Monday, October 20, 2014

Jon Tsen - Church visit #3

Church name: Mision Bautista Buen Pastor (Temple Baptist - Spanish Service)
Church address: 2801 Broadway, Fargo, ND 58102
Date attended: October 19, 2014
Church category: "different ethnic or racial demographic"

Describe the worship service you attended. How was it similar to or different from your regular context?
Temple Baptist is a building full of memory, each room like a chapter from a book and each pew a story. I grew up in this church building playing Pokemon and "paper wars" while the Fargo Moorhead Chinese Christian Church gathered to pray and study the Word. I made my first friends here. Their parents spoke a different language from mine and shared a similar culture. Yesterday I entered this building again and sat in those same pews for a service with a different language and different culture, but thankfully graced by the presence of a familiar friend. The congregation at this church was small. The Guajardo's, the pastor's family of three. The "honorary Latina" pianist. An elderly woman. And a family of four that I forget the names of. Like churches I've visited in the past I was cradled in the familiarity of hymn tunes, passionate thunderous preaching, and warm greetings of hands. But throughout the service I wandered through a somewhat benevolent fog of abstruseness, for every word uttered was not in English but in Spanish.

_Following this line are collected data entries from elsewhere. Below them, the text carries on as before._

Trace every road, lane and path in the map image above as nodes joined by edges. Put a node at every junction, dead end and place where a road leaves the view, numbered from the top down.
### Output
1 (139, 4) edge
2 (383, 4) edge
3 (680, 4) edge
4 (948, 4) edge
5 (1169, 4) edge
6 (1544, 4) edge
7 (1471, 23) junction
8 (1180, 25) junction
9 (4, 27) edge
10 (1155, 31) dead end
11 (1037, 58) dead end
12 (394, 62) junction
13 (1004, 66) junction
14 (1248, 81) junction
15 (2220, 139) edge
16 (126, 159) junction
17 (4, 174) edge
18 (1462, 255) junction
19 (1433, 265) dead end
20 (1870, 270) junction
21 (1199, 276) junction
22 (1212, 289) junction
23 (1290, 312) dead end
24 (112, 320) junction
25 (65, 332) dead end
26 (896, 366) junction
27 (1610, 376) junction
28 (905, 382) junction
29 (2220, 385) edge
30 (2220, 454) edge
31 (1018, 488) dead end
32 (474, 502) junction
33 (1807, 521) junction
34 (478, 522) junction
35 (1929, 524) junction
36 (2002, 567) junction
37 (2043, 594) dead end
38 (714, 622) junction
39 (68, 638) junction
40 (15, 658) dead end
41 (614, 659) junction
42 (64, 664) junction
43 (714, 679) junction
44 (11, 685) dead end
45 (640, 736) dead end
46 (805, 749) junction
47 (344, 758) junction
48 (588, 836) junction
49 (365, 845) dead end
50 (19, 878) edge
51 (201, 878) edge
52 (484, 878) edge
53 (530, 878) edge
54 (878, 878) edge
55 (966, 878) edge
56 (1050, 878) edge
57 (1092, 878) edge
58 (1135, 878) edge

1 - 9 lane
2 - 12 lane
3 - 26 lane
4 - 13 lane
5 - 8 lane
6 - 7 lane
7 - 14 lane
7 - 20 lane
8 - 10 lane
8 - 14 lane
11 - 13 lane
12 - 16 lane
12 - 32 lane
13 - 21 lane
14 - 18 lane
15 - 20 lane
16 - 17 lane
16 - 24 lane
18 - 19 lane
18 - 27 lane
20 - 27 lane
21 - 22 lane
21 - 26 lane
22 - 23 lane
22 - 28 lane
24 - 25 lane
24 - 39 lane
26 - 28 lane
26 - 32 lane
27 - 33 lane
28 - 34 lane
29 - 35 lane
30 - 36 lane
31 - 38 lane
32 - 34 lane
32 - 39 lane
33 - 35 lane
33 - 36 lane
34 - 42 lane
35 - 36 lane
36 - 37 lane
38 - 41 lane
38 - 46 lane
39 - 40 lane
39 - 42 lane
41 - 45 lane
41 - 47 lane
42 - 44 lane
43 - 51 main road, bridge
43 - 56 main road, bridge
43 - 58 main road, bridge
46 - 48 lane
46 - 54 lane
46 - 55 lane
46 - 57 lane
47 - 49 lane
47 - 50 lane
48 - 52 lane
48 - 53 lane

What did you find most interesting or appealing about the worship service? 
Loida, a friend since childhood, sits next to me and whispers translations under her breath while a five year old girl from the family of four chatters like a bird over Pastor Pablo's introductions. She says, "Pablo is asking Mrs. Guajardo for any special days to recognize." Mrs. Guajardo then lists birthdays from a worn white leather book and at the end of her list she speaks the name of the parakeet child who squeals a delightful reply. The girl is invited by Pablo to the front of the pews and each member of the congregation then goes up one by one to congratulate the five year old on her very special day. After the service I ask to see the white notebook, and Mrs. Guajardo gladly offers it. "Jon your name is in it too. We had Loida write it for us when she was little. See? She drew a smiley by it because you are her friend." She says that they pray for me (and nonchalantly adds especially when I get to see Loida) and have been praying for me throughout my lifetime. The smallness of the church allows for this intentional devotion to prayer of their congregation. Pastor Pablo before he begins his sermon always asks the audience if they have anything he can pray for right then and there. I like that. I like knowing that the service could pause to gift a children's bible to a chatterbox five year old and for the elderly woman's prayer requests and for a whole generation of children-now-young-adults like myself who even in the slightest have some importance to the congregation.

What did you find most disorienting or challenging about the worship service?
After we finish our mini-celebration for the parakeet, we stand together in our pews to sing a few Spanish hymns. Many of the tunes are familiar, an old hat. But adorned with a new language it feels uncomfortable in my head. Christ becomes Christo and heart becomes corazon. When we sing the doxology I feel a small void when the expected "host" doesn't rhyme with "ghost". Although, I do understand bits and pieces of the hymns. I know when we are singing of the Father's arms, or of his mercy and grace. But I don't grasp all of it. Gratefully, Loida translates large chunks of the sermon for me. Save for her translation, I'm not sure how much I can gather to take home. The mystery of church is magnified when human words lose their worth. Spanish, in this predominantly English speaking North Dakota, becomes symbolic of "safety" in the midst of a language of power and majority...where Spanish speakers hold little and are little. And for me to enter it, feels like I was challenging the safe space, or perhaps it is my comfort that is challenged.

What aspects of Scripture or theology did the worship service illuminate for you that you had not perceived as clearly in your regular context? 
Billings' The Word of God for the People of God argues that when we read "in the beginning was the Word" and know that Jesus, the Son, is the Word that enters in a culturally particular space the translation of the Word into many languages should be powerful because of the ways He speaks through culturally specific languages. As Loida whispers me translations, the "Word became flesh" acts its power in a way I hadn't understood before. Pablo preaches on the "man with a crippled hand" and how God uses our brokenness for his glory and heals us for his glory. I understand his southern-baptist stylized sermon only because of Loida's words, but I only know his words to be truth because of the spirit's movement. As I see the woman in front of me nod in agreement, I know that while I do not fully understand the sermon we both know what he says to be true. And for some reason as I sit there hearing hesitant English translations and booming Spanish gospel I understand a bit more how important it is the Word became flesh.